ITV News Correspondent Ian Woods reports on the UK's new deal with France to curb the number of migrants crossing the Channel.
More migrants arrived in the UK as the government signed a fresh multi-million-pound deal with France in a bid to curb Channel crossings.
The fresh agreement, hiking the figure paid to France by the UK to around 72 million euros (£63 million) in 2022/23, will see British officers stationed in French control rooms for the first time and a 40% boost in beach patrols along the country’s northern coastline.
It will be the first time British officers will be embedded with their French counterparts.
Rishi Sunak told reporters on Monday that he would look into imposing a cap on the number of refugees the UK accepts each year - but he would prioritise tackling illegal migration first.
Political Correspondent Harry Horton reports from Dover on the huge rise in the number of crossings and how the government thinks this deal can bring those numbers down
The prime minister made the pledge on quotas during his first leadership race in the summer.
“Having a conversation like that can only happen after we've taken all the necessary steps to have proper control of our borders," he said, speaking to reporters enroute to the G20 summit in Indonesia on Tuesday.
The PM also revealed that his plan to cut illegal migration does not include introducing a requirement for ID cards.

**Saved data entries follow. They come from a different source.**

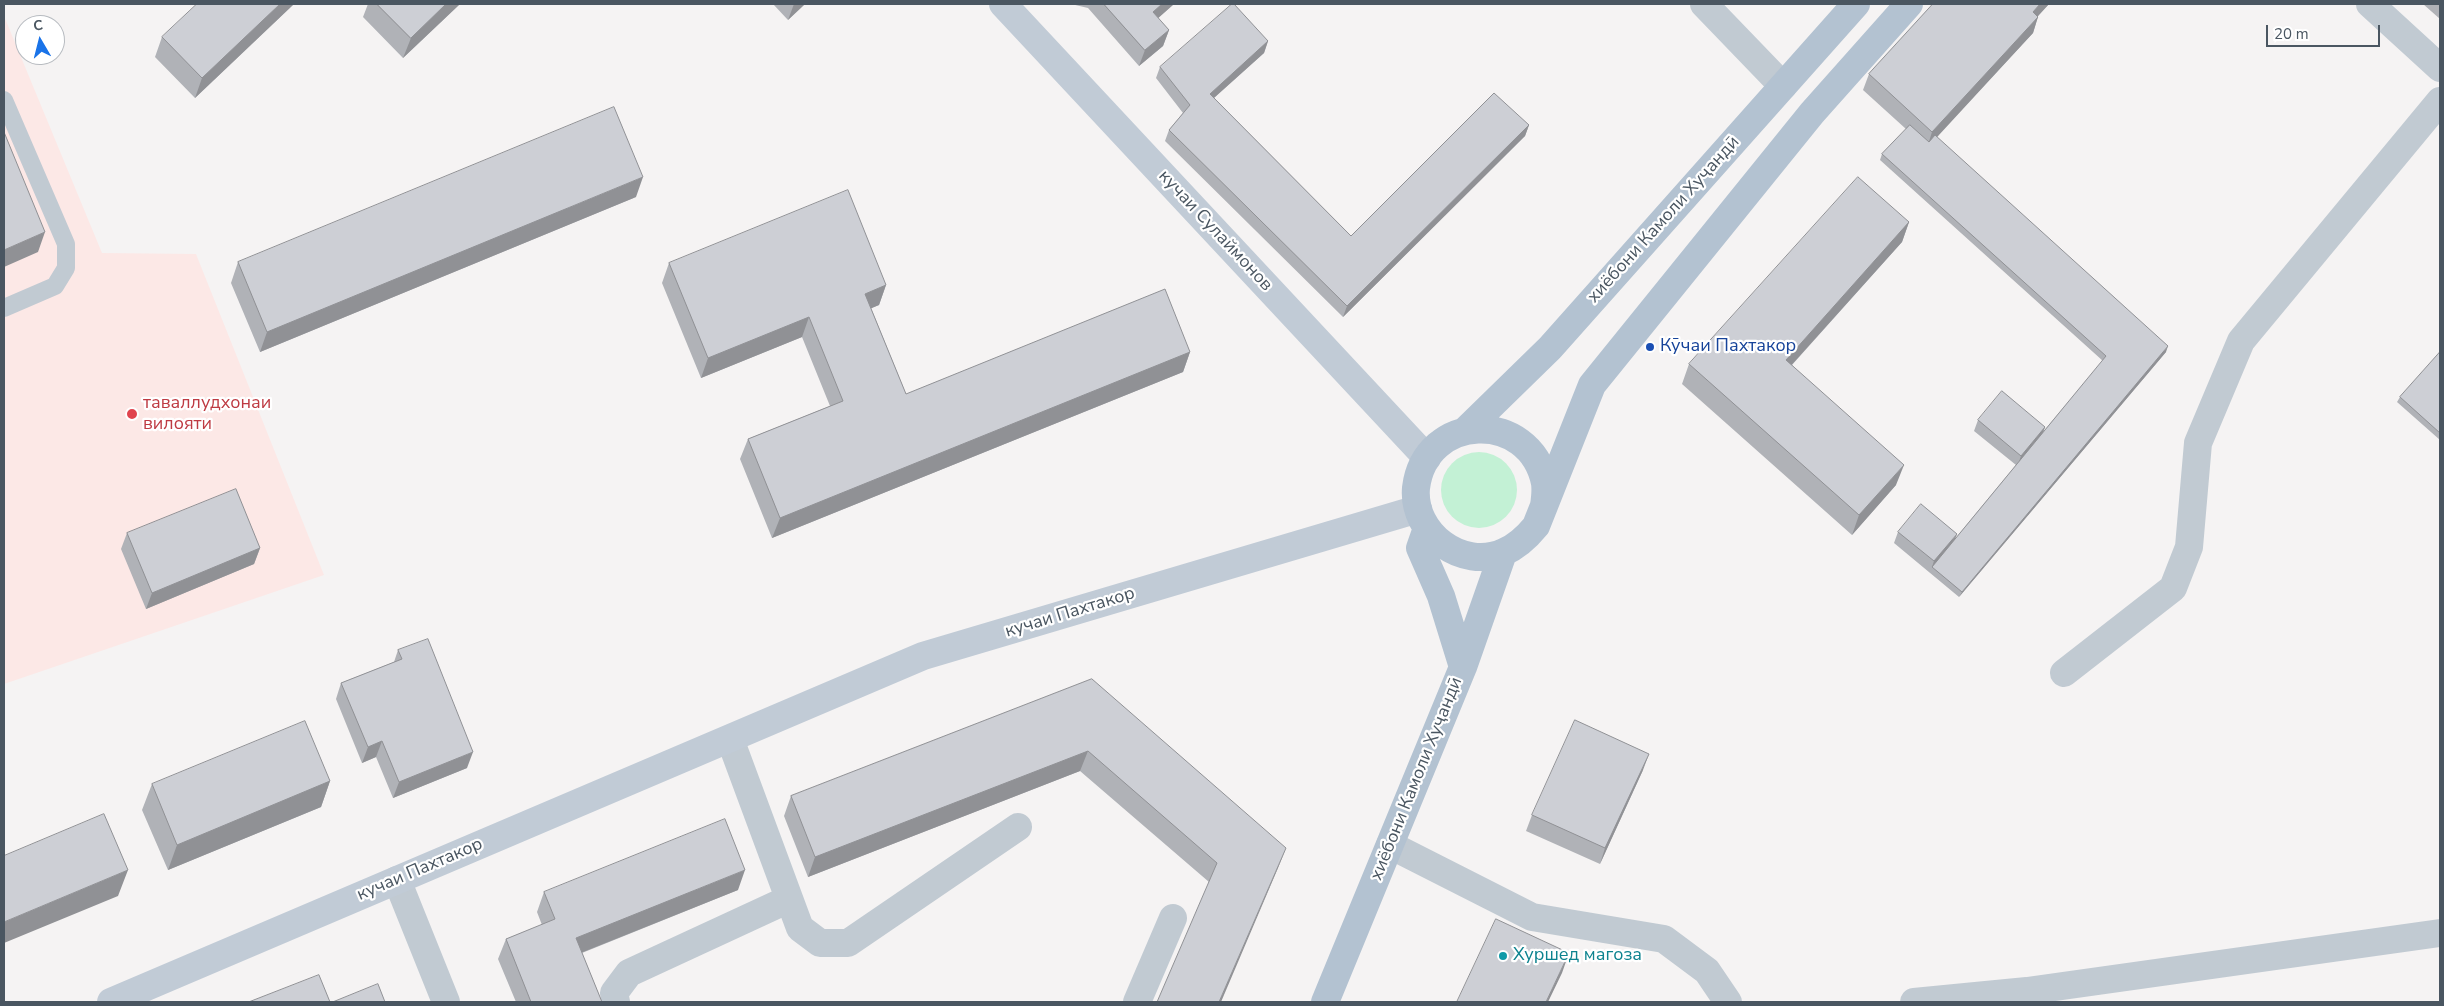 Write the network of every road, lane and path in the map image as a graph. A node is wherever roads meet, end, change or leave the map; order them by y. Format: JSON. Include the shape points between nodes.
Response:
{"nodes":[{"id":1,"x":1003,"y":4,"type":"edge"},
{"id":2,"x":1704,"y":4,"type":"edge"},
{"id":3,"x":1856,"y":4,"type":"edge"},
{"id":4,"x":1909,"y":4,"type":"edge"},
{"id":5,"x":2370,"y":4,"type":"edge"},
{"id":6,"x":2440,"y":68,"type":"edge"},
{"id":7,"x":1783,"y":86,"type":"junction"},
{"id":8,"x":4,"y":100,"type":"edge"},
{"id":9,"x":2440,"y":101,"type":"edge"},
{"id":10,"x":4,"y":308,"type":"edge"},
{"id":11,"x":1466,"y":430,"type":"junction"},
{"id":12,"x":1427,"y":458,"type":"junction"},
{"id":13,"x":1544,"y":506,"type":"junction"},
{"id":14,"x":1422,"y":518,"type":"junction"},
{"id":15,"x":1503,"y":553,"type":"junction"},
{"id":16,"x":1463,"y":667,"type":"junction"},
{"id":17,"x":2064,"y":673,"type":"dead end"},
{"id":18,"x":730,"y":739,"type":"junction"},
{"id":19,"x":1018,"y":827,"type":"dead end"},
{"id":20,"x":1390,"y":845,"type":"junction"},
{"id":21,"x":397,"y":880,"type":"junction"},
{"id":22,"x":790,"y":899,"type":"junction"},
{"id":23,"x":1173,"y":918,"type":"dead end"},
{"id":24,"x":2440,"y":933,"type":"edge"},
{"id":25,"x":111,"y":1002,"type":"edge"},
{"id":26,"x":446,"y":1002,"type":"edge"},
{"id":27,"x":616,"y":1002,"type":"edge"},
{"id":28,"x":1137,"y":1002,"type":"edge"},
{"id":29,"x":1325,"y":1002,"type":"edge"},
{"id":30,"x":1728,"y":1002,"type":"edge"},
{"id":31,"x":1914,"y":1002,"type":"edge"}],
"edges":[{"from":1,"to":12,"type":"main road","name":"кучаи Сулаймонов"},
{"from":2,"to":7,"type":"street"},
{"from":3,"to":7,"type":"main road","name":"хиёбони Камоли Хуҷандӣ"},
{"from":4,"to":13,"type":"main road","via":[[1812,113],[1592,385]]},
{"from":5,"to":6,"type":"street"},
{"from":7,"to":11,"type":"main road","name":"хиёбони Камоли Хуҷандӣ","via":[[1550,348]]},
{"from":8,"to":10,"type":"lane","via":[[66,244],[66,268],[55,286]]},
{"from":9,"to":17,"type":"street","via":[[2241,341],[2198,443],[2189,547],[2173,588]]},
{"from":11,"to":12,"type":"main road","via":[[1447,438]]},
{"from":11,"to":13,"type":"main road","via":[[1487,428],[1507,433],[1525,445],[1538,463],[1545,484]]},
{"from":12,"to":14,"type":"main road","via":[[1416,489]]},
{"from":13,"to":15,"type":"main road","via":[[1536,526],[1522,542]]},
{"from":14,"to":15,"type":"main road","via":[[1440,543],[1460,554],[1481,557]]},
{"from":14,"to":16,"type":"main road","via":[[1420,548]]},
{"from":14,"to":18,"type":"main road","name":"кучаи Пахтакор","via":[[923,656]]},
{"from":15,"to":16,"type":"main road","name":"хиёбони Камоли Хуҷандӣ"},
{"from":16,"to":20,"type":"main road","name":"хиёбони Камоли Хуҷандӣ"},
{"from":18,"to":21,"type":"main road","name":"кучаи Пахтакор"},
{"from":18,"to":22,"type":"street"},
{"from":19,"to":22,"type":"street","via":[[848,942],[820,943],[800,928]]},
{"from":20,"to":29,"type":"main road","name":"хиёбони Камоли Хуҷандӣ"},
{"from":20,"to":30,"type":"street","via":[[1532,917],[1664,939],[1707,971]]},
{"from":21,"to":25,"type":"main road","name":"кучаи Пахтакор"},
{"from":21,"to":26,"type":"street"},
{"from":22,"to":27,"type":"street","via":[[629,973],[614,993]]},
{"from":23,"to":28,"type":"street"},
{"from":24,"to":31,"type":"street","via":[[2028,991]]}]} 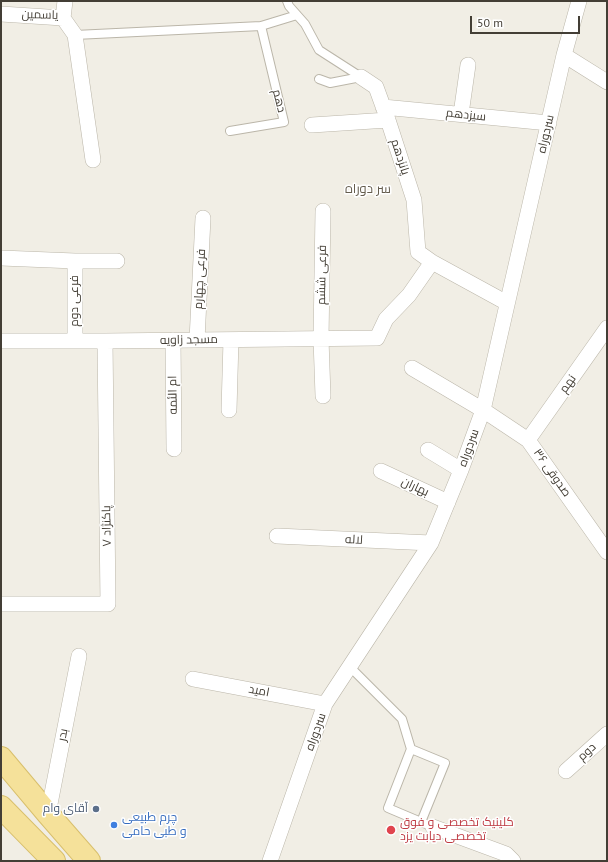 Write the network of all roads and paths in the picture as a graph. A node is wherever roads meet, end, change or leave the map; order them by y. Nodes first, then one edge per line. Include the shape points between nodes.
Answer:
1 (65, 1) edge
2 (287, 1) edge
3 (578, 1) edge
4 (24, 8) edge
5 (1, 14) edge
6 (297, 15) junction
7 (63, 18) junction
8 (261, 26) junction
9 (75, 35) junction
10 (564, 55) junction
11 (468, 65) dead end
12 (361, 77) junction
13 (319, 79) dead end
14 (607, 82) edge
15 (386, 114) junction
16 (461, 114) junction
17 (549, 123) junction
18 (312, 125) dead end
19 (230, 132) dead end
20 (93, 160) dead end
21 (323, 211) dead end
22 (203, 218) dead end
23 (1, 258) edge
24 (75, 261) junction
25 (118, 261) dead end
26 (432, 262) junction
27 (507, 303) junction
28 (607, 328) edge
29 (321, 338) junction
30 (75, 340) junction
31 (173, 340) junction
32 (197, 340) junction
33 (231, 340) junction
34 (1, 341) edge
35 (105, 341) junction
36 (412, 368) dead end
37 (322, 396) dead end
38 (229, 410) dead end
39 (483, 410) junction
40 (528, 440) junction
41 (174, 449) dead end
42 (428, 450) dead end
43 (461, 470) junction
44 (381, 472) dead end
45 (448, 502) junction
46 (602, 532) edge
47 (277, 536) dead end
48 (431, 543) junction
49 (607, 552) edge
50 (1, 604) edge
51 (79, 656) dead end
52 (350, 667) junction
53 (193, 679) dead end
54 (325, 704) junction
55 (607, 734) edge
56 (411, 749) junction
57 (1, 758) edge
58 (566, 770) dead end
59 (1, 807) edge
60 (48, 814) junction
61 (427, 825) junction
62 (507, 859) edge
63 (89, 860) edge
64 (54, 861) edge
65 (270, 861) edge

1 - 7 street, یاسمین
2 - 6 lane, پانزدهم
3 - 10 street, سردوراه
4 - 5 street, یاسمین
4 - 7 street, یاسمین
6 - 8 lane
6 - 12 lane, پانزدهم via 319,50
7 - 9 street
8 - 9 lane
8 - 19 lane, دهم via 284,122
9 - 20 street
10 - 14 street
10 - 17 street, سردوراه
11 - 16 street
12 - 13 lane via 330,83
12 - 15 street, پانزدهم via 376,87
15 - 16 street, سیزدهم
15 - 18 street, سیزدهم
15 - 26 street, پانزدهم via 414,200 418,252
16 - 17 street, سیزدهم
17 - 27 street, سردوراه
21 - 29 street, فرعی ششم
22 - 32 street, فرعی چهارم
23 - 24 street, فرعی دوم
24 - 25 street, فرعی دوم
24 - 30 street, فرعی دوم
26 - 27 street, پانزدهم
26 - 29 street, مسجد زاویه via 409,295 386,319 377,338
27 - 39 street, سردوراه
28 - 40 street, نهم
29 - 33 street, مسجد زاویه
29 - 37 street, فرعی ششم
30 - 34 street, مسجد زاویه
30 - 35 street, مسجد زاویه
31 - 32 street, مسجد زاویه
31 - 35 street, مسجد زاویه
31 - 41 street, ام الئمه
32 - 33 street, مسجد زاویه
33 - 38 street
35 - 50 street, پاکنژاد ۷ via 108,604
36 - 39 street, صدوقی ۳۶
39 - 40 street, صدوقی ۳۶
39 - 43 street, سردوراه
40 - 46 street, صدوقی ۳۶
42 - 43 street
43 - 45 street, سردوراه
44 - 45 street, بهاران
45 - 48 street, سردوراه
46 - 49 street, صدوقی ۳۶
47 - 48 street, لاله
48 - 52 street, سردوراه
51 - 60 street, بدر
52 - 54 street, سردوراه
52 - 56 lane via 402,719
53 - 54 street, امید
54 - 65 street, سردوراه
55 - 58 street, دوم
56 - 61 lane via 445,763
56 - 61 lane via 388,808
57 - 60 main road
59 - 64 main road
60 - 63 main road
61 - 62 street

He said the UK's e-visa system for foreign visitors to the UK suffices, and that 98% of people in the country already possess a form of photo ID.
"The third thing is we have already strengthened the penalties on the enforcement side, whether that is for landlords or employers or for those working illegally themselves," he said.
The deal with France comes as the number of people arriving on the south coast after making the journey topped 40,000 for the year so far, with crossings continuing on Monday.
Sunak 'confident we can get the numbers down' as he says cooperation with France is key to solving crisis
Mr Sunak had raised the issue of small boats bringing people across from Calais to Dover in his first meeting with French President Emmanuel Macron last week at Cop27 in Egypt, the PM said, and the deal showed that the only way to make progress was working with others.
"I’m pleased we’re signing a new deal with the French... but that is not the end of our co-operation and the agreement should be a foundation for even greater cooperation in the months ahead."
Further measures signed off earlier in Paris by Home Secretary Suella Braverman and French interior minister Gerald Darmanin include drones and night vision equipment to help officers detect crossings, as well as stepping up surveillance around ports to prevent migrants entering the UK in lorries, with more CCTV and sniffer dogs.
A Home Office policy paper detailing the agreement said the “activity will begin with immediate effect”, with the rise in French officers on beach patrols taking place “in the next five months”.
Rishi Sunak said the move would contribute to his efforts to “grip illegal migration”, and that he was “confident” numbers would come down over time.
More than 1,800 migrants arrived in the UK over the weekend marking the first Channel crossings in November after an 11-day hiatus amid bad weather.
'There is no quick fix, no silver bullet' when it comes to migration, says Suella Braverman.
Government figures show 972 people arrived in 22 boats on Saturday, followed by 853 people in 26 boats on Sunday, taking the provisional total for the year so far to 41,729. Total crossings last year were 28,526.
The increase in beach patrols in northern France would “increase early detection”, Downing Street said, while the presence of British police joining French law enforcement as observers in control rooms and on approaches to beaches is meant to improve understanding of the threat at hand and help inform deployments.
Other measures to be introduced as part of the deal include establishing a new taskforce to address the “recent rise in Albanians and organised crime groups exploiting illegal migration routes” into Western Europe and the UK, No 10 said.
Meanwhile, Britain and France also pledged to ramp up co-operation on the matter, with a meeting of the “Calais Group” of neighbouring countries to be scheduled as soon as possible.
The deal sees the two countries promise to share more intelligence and invest in reception centres in the south of France to “deter” migrants coming into the country from the Mediterranean from “moving to the Channel coast” to attempt crossings.
There will also be French removal centres for migrants prevented from crossing to the UK who opt to be returned back to their own country where it is “appropriate, safe and legal”, Home Office papers said.
Ms Braverman, who is to meet neighbouring countries “as soon as possible” and will travel to Frankfurt later this week to discuss tackling serious organised crime with her G7 counterparts, said: “We must do everything we can to stop people making these dangerous journeys and crack down on the criminal gangs. This is a global challenge requiring global solutions, and it is in the interests of both the UK and French governments to work together to solve this complex problem.
“There are no quick fixes but this new arrangement will mean we can significantly increase the number of French gendarmes patrolling the beaches in northern France and ensure UK and French officers are working hand in hand to stop the people smugglers.”